When the church fell short of God’s glory

The Special Chamber of the High Court on Wednesday started hearing in substance a case in which Jean Bosco Uwinkindi, formerly a pastor in a Pentecostal church in Bugesera, is accused of Genocide crimes.
Bishop Smaragde Mbonyintege. (File)
Bishop Smaragde Mbonyintege. (File)

The Special Chamber of the High Court on Wednesday started hearing in substance a case in which Jean Bosco Uwinkindi, formerly a pastor in a Pentecostal church in Bugesera, is accused of Genocide crimes.

During the opening of the trial, prosecutor Bonaventure Ruberwa told the court that it was disappointing for the clergy to abuse the trust of the people they led, and instead offering protection, killed them.

The New Times spoke with some members and leaders of religious organisations that operated during the 1994 Genocide against Tutsi. The conclusion is that churches exhibited a general weakness and poor judgment when they allied themselves with Genocide ideology sponsored by the government of the day.

Indeed, when the Genocide raged on, many Hutu Christians fell short of the glory of God—especially as they failed to obey the sixth commandment of God; Thou Shalt Not Kill. Generally the very foundation of the Gospel, love, was ruptured as Christians turned against fellow Christians for no other reason other than ethnicity.

They were involved in a tragedy that killed over a million Tutsi in three months.

Witnessed account

Octave Rukundo, a Christian from ADEPR and formally a pastor, says he saw discrimination against the Tutsi in the church. Apparently, there was a systematic plan to exclude the Tutsi from leadership role in Pentecostal churches. 

“Prior to the Genocide, the country had 10 Pentecostal regional offices, but only one was led by a Tutsi,” he said.

Rukundo said that this was planned because scholarships to theological schools were never granted to the Tutsi, automatically rendering them unqualified for higher office.

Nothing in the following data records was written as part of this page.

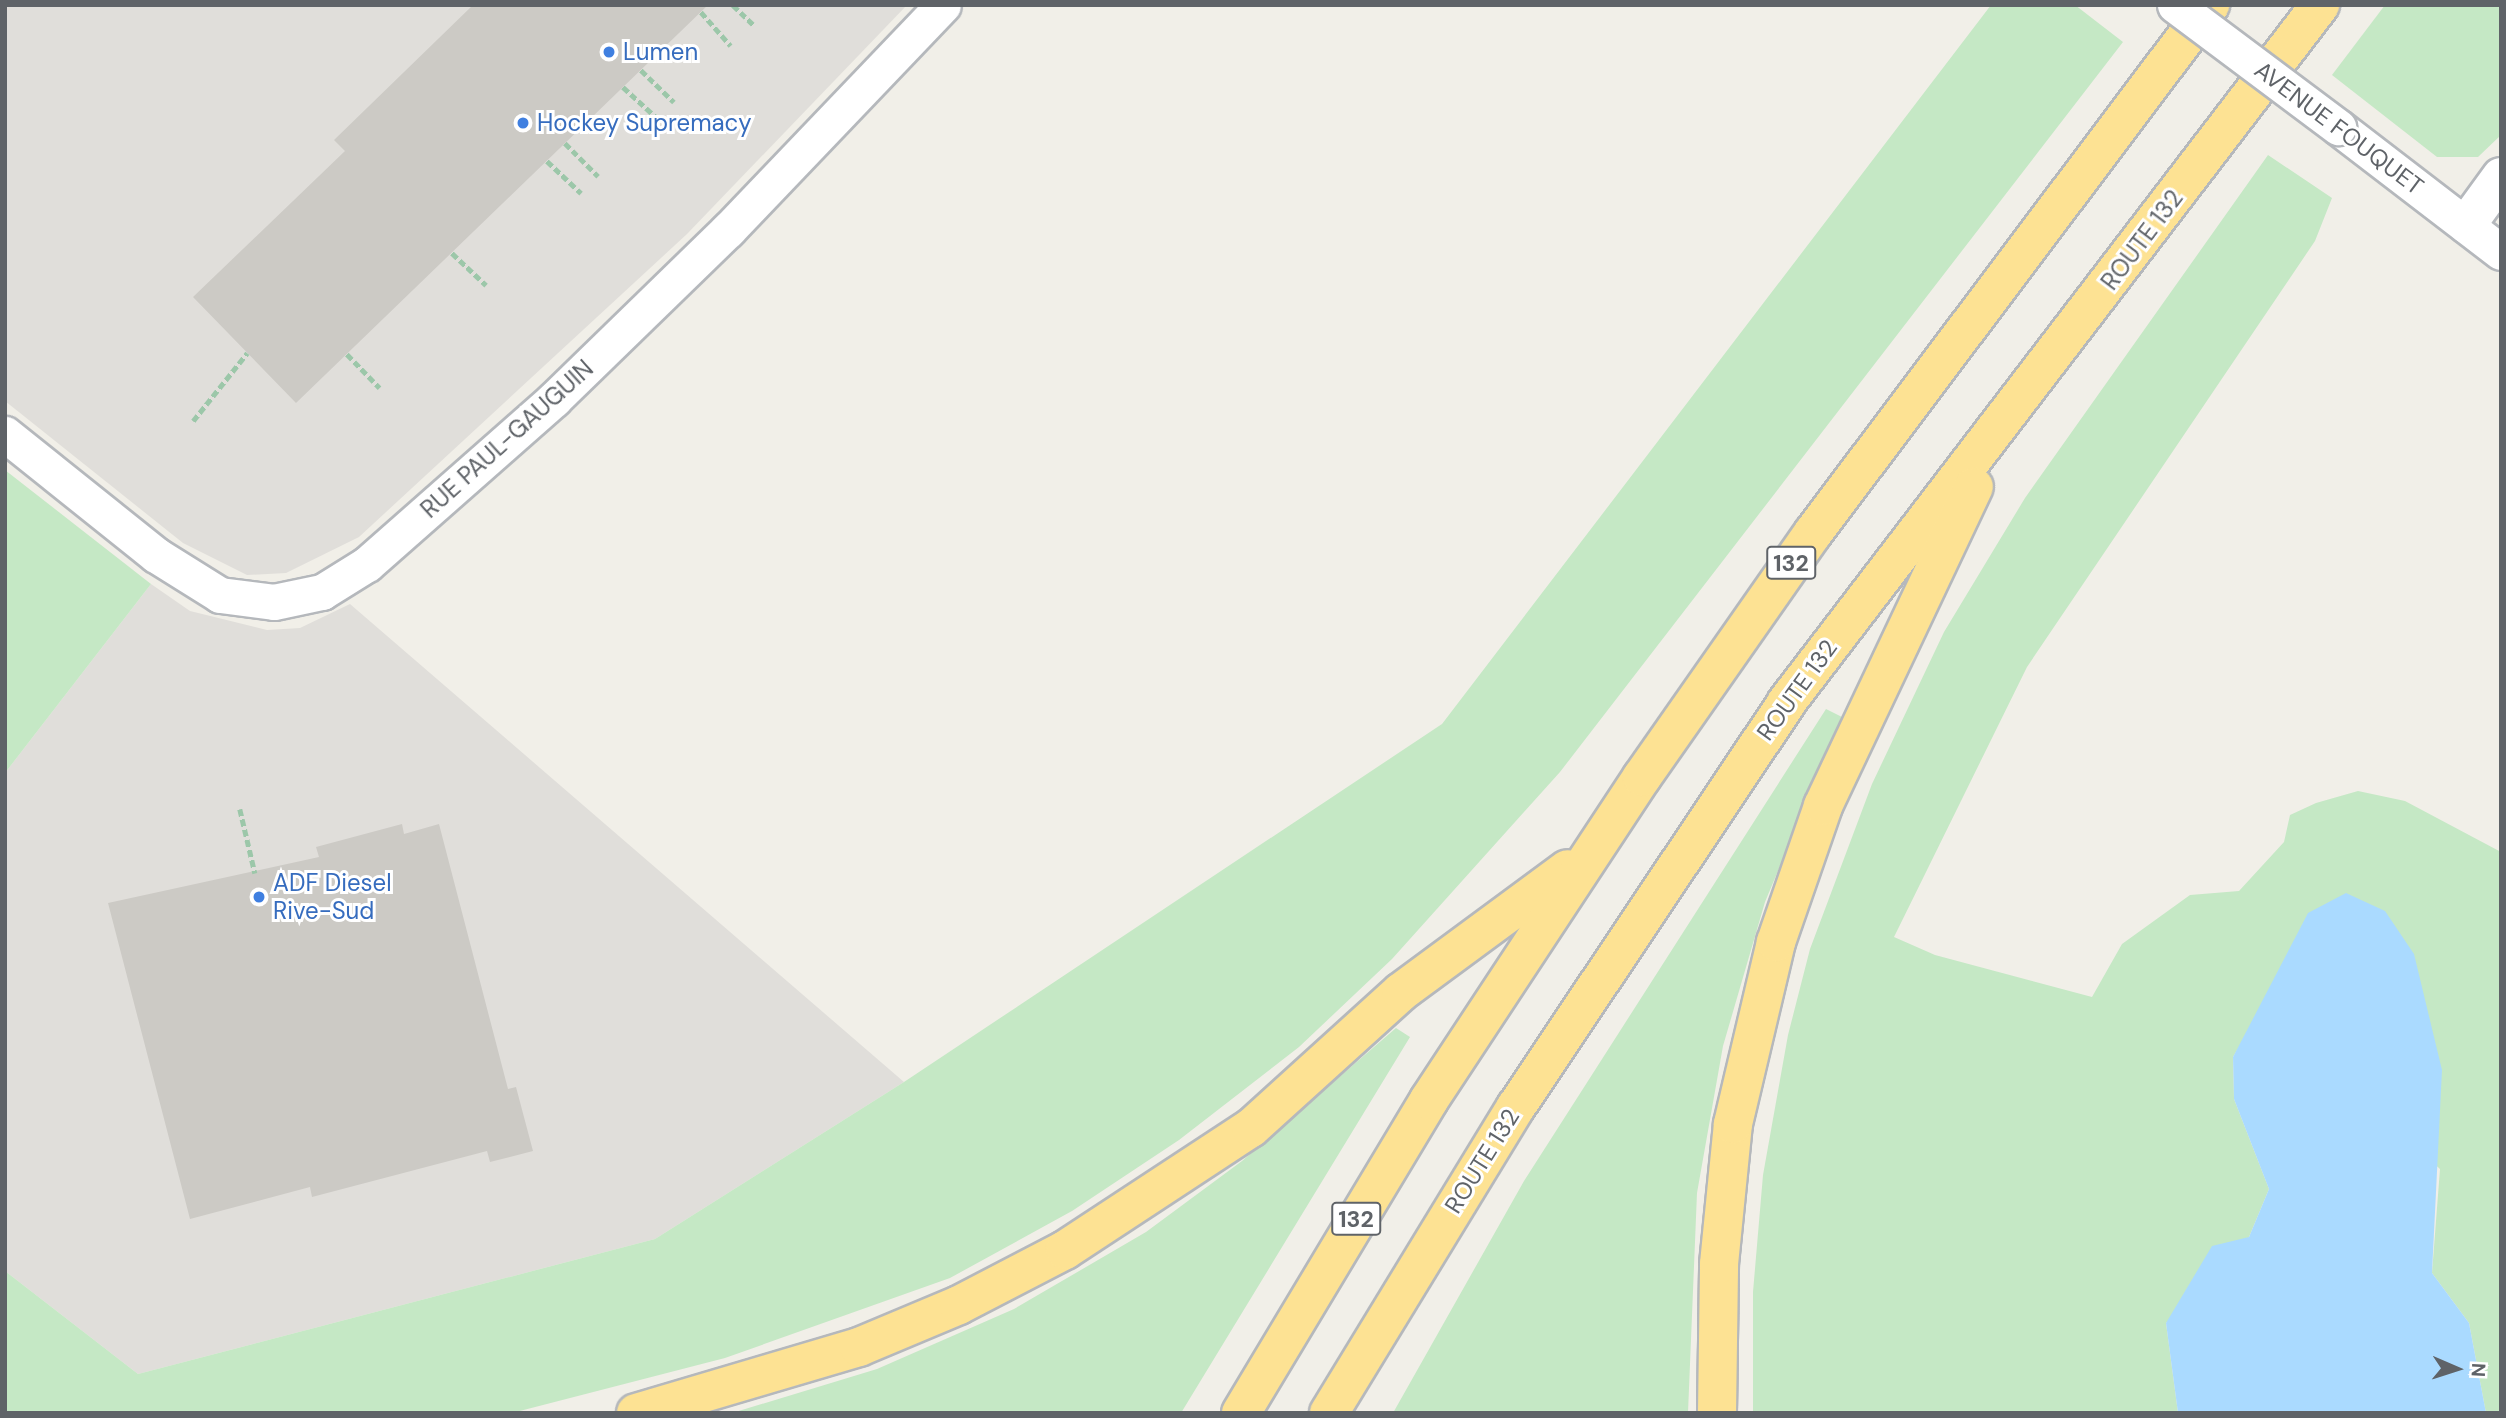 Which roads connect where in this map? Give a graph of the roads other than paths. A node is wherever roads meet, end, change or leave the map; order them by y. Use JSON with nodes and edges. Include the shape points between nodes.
{"nodes":[{"id":1,"x":943,"y":5,"type":"edge"},
{"id":2,"x":2175,"y":5,"type":"edge"},
{"id":3,"x":2210,"y":5,"type":"edge"},
{"id":4,"x":2320,"y":5,"type":"edge"},
{"id":5,"x":2501,"y":177,"type":"edge"},
{"id":6,"x":2467,"y":224,"type":"junction"},
{"id":7,"x":2501,"y":252,"type":"edge"},
{"id":8,"x":2005,"y":422,"type":"junction"},
{"id":9,"x":5,"y":433,"type":"edge"},
{"id":10,"x":1590,"y":853,"type":"junction"},
{"id":11,"x":636,"y":1413,"type":"edge"},
{"id":12,"x":1241,"y":1413,"type":"edge"},
{"id":13,"x":1329,"y":1413,"type":"edge"},
{"id":14,"x":1717,"y":1413,"type":"edge"}],
"edges":[{"from":1,"to":9,"type":"street","name":"RUE PAUL-GAUGUIN","via":[[728,230],[554,398],[367,564],[322,592],[274,602],[220,595],[156,555]]},
{"from":2,"to":6,"type":"street","name":"AVENUE FOUQUET","bridge":true},
{"from":3,"to":10,"type":"highway","number":"132","via":[[1813,533]]},
{"from":4,"to":8,"type":"highway","name":"ROUTE 132"},
{"from":5,"to":6,"type":"street"},
{"from":6,"to":7,"type":"street","name":"AVENUE FOUQUET"},
{"from":8,"to":13,"type":"highway","name":"ROUTE 132","via":[[1801,684],[1679,858],[1509,1118]]},
{"from":8,"to":14,"type":"highway","via":[[1823,806],[1776,942],[1733,1125],[1719,1264]]},
{"from":10,"to":11,"type":"highway","via":[[1401,992],[1251,1128],[1095,1233],[959,1305],[871,1342]]},
{"from":10,"to":12,"type":"highway","number":"132","via":[[1422,1112]]}]}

“Even the few that could afford their own tuition could only be parish leaders”.

Rukundo said the national leadership could find reason any time to dismiss a Tutsi pastor.

Pastor Jean Sibomana, the legal representative of Pentecostal churches, confirmed the existence of such discrimination.

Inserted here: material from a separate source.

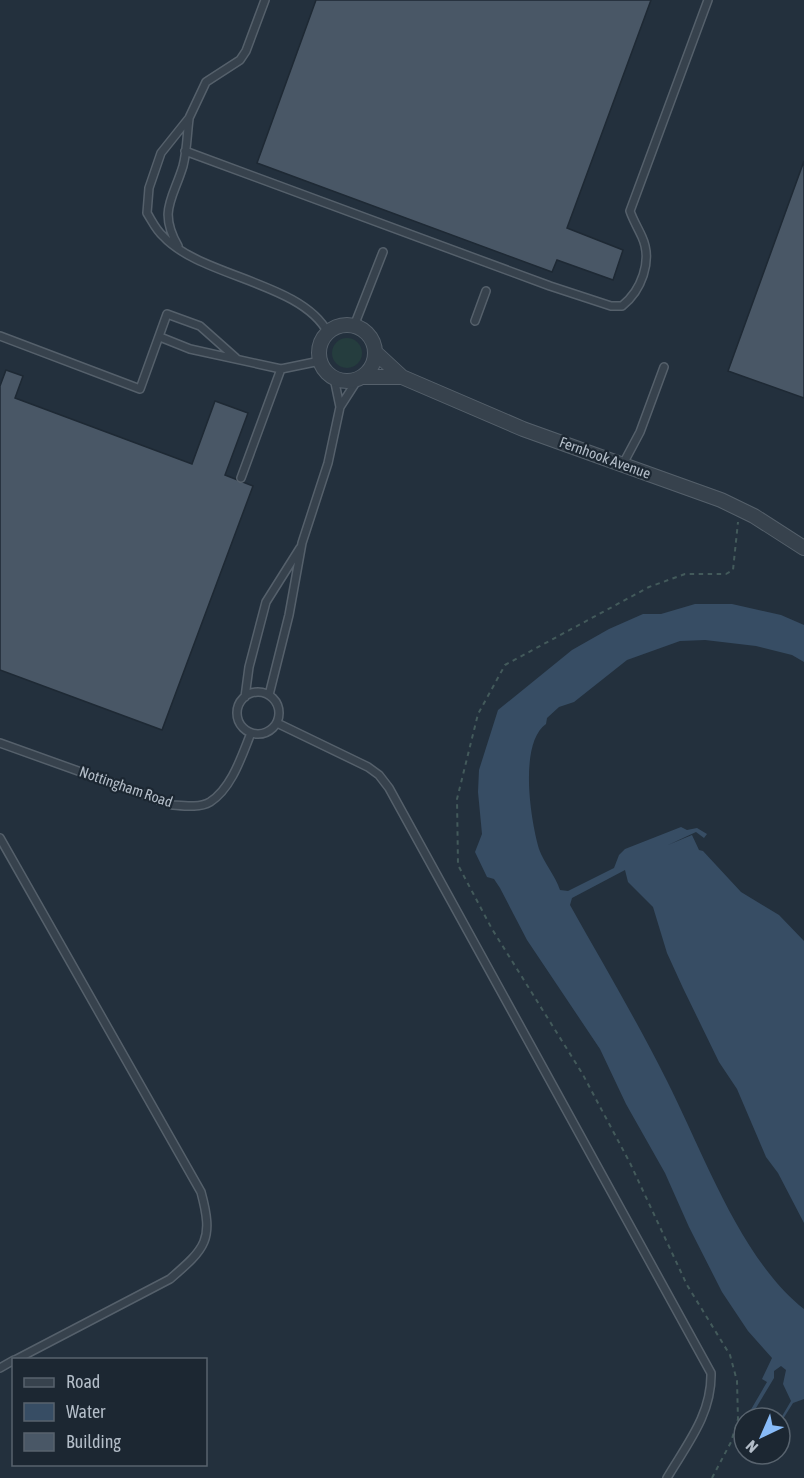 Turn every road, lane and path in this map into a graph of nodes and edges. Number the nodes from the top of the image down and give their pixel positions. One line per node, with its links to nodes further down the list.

“This was promoted by the government that issued national identity cards which mentioned one’s ethnicity. Segregation also affected the church,” he said.

In as far as participating in the Genocide by some members of the Pentecostal churches was concerned, Sibomana says: “With a church in all corners of the country and totaling over a million followers, it is difficult for the church to know the conduct of every member during the Genocide”.

Keeping quiet better option

The Catholic Church has been on the spot for the alleged role by it leaders in the Genocide. Priests and nuns allegedly participated in planning and execution of the Genocide and some have been convicted of the crime.

But church leaders maintain that such crimes were individual. 

Ibuka, the umbrella body of associations of Genocide survivors agrees with that line of defence. However, the accusation seems to be rooted in the history of the church since the colonial era when church leaders hobnobbed with the powers that were.

“In some instances, the Catholic Church was forced to keep quiet in the face of political persecution for fear that any intervention could result in dire consequences for the community,” said Rev Fr Vincent Gasana, the Executive Secretary of Commission of Justice and Peace, a church-based initiative that promotes unity and reconciliation among Rwandans.

The late Archbishop Vincent Nsengiyumva’s membership in the Central Committee of the ruling party, the MRND that planned and executed the Genocide, portrayed the church as a partner in crime. The Church denies it.

“First of all, the Archbishop pulled out [of MRND] on the urging of the Pope John Paul II. He was in the party as a commissioner of education, a position given to him because of the major role the church played in the sector,” said Bishop Smaragde Mbonyintege, the president of the Episcopal Council.

The Pope who visited the county on September 2, 1990 was heard on May 15, 1994 expressing his disappointment that the country faced Genocide and Catholics were involved.

Conflict of interests

Alex Birindabagabo, Gahini Anglican Bishop, said that hatred against the Tutsi was evident in his church. In the 90s, he said he was the Bishop of Cyangugu, but during the Genocide, he preferred to give up his position. 

“I feared that Interahamwe could kill me in Nyungwe Forest,” he said.

In February this year the UK Anglican church suspended Bishop Jonathan Ruhumuliza, formerly the Bishop of Kigali for his alleged role in the Genocide. Ruhumuliza fled the country a few years after the Genocide.

Birindabagabo said that on the eve of the Genocide, his church faced segregation against Tutsi and Ruhumuliza was partly responsible.